DATASET =

╭──

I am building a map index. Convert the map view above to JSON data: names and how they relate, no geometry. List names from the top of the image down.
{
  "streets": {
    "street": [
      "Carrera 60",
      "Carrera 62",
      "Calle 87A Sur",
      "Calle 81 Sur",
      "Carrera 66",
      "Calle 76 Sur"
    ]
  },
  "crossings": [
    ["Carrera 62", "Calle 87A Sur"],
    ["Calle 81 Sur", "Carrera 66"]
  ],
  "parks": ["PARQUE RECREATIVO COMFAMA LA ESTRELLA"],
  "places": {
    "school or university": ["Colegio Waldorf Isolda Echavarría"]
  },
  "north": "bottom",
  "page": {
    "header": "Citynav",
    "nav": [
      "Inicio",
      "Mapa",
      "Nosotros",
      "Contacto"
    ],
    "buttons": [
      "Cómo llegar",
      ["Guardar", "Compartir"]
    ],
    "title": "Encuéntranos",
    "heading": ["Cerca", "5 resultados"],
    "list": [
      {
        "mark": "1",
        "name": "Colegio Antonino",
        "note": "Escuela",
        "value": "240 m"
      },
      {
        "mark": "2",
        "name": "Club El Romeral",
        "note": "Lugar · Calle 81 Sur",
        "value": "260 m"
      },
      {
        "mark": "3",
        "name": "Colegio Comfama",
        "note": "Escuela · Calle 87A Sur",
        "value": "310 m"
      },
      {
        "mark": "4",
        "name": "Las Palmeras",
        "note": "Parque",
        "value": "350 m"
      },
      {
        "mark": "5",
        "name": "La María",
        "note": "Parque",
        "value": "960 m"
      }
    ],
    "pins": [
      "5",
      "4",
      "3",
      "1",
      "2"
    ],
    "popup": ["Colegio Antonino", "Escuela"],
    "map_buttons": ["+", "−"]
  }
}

╰──

TASK TO CARRY OUT = Report, for the data above, every line in which the string "note" appears.

EXERCISE SOLUTION =
        "note": "Escuela",
        "note": "Lugar · Calle 81 Sur",
        "note": "Escuela · Calle 87A Sur",
        "note": "Parque",
        "note": "Parque",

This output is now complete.